[BRIEF]
The word "Ngaliema" marks the lines to report; pull each of them from the listing.

━━━━━━━━

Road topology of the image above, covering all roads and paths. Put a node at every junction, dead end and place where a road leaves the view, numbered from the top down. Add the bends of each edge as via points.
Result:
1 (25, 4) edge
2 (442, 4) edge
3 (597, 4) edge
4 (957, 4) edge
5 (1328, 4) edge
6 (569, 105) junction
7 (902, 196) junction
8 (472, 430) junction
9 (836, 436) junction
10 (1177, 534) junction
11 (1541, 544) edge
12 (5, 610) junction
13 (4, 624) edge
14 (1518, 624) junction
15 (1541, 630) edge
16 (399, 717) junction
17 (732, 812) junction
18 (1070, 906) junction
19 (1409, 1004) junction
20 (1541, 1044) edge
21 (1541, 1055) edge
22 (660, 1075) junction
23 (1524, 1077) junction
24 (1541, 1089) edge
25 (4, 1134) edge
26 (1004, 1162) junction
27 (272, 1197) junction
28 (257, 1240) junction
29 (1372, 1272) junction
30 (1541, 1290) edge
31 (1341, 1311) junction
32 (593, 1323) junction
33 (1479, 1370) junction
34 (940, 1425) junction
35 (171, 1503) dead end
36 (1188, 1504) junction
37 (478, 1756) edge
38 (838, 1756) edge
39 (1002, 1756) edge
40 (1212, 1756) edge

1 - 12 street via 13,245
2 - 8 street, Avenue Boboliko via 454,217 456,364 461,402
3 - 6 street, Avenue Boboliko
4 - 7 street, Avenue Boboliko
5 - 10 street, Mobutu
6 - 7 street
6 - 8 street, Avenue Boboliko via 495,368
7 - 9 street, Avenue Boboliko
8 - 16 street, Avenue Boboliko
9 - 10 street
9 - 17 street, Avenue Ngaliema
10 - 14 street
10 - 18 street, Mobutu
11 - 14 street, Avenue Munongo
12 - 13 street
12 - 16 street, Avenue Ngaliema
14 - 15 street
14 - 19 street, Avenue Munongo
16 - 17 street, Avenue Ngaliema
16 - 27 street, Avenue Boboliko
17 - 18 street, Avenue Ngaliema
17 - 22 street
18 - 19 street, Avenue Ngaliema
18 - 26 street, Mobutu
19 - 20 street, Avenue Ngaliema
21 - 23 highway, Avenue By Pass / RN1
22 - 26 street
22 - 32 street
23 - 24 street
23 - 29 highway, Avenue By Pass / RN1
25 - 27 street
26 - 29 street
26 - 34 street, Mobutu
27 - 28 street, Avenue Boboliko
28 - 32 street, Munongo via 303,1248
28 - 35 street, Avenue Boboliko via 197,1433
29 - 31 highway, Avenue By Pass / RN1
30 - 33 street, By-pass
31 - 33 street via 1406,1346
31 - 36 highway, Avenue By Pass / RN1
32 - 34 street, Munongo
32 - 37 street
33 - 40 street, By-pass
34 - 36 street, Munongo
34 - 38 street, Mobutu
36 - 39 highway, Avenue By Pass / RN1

━━━━━━━━

[EXERCISE SOLUTION]
9 - 17 street, Avenue Ngaliema
12 - 16 street, Avenue Ngaliema
16 - 17 street, Avenue Ngaliema
17 - 18 street, Avenue Ngaliema
18 - 19 street, Avenue Ngaliema
19 - 20 street, Avenue Ngaliema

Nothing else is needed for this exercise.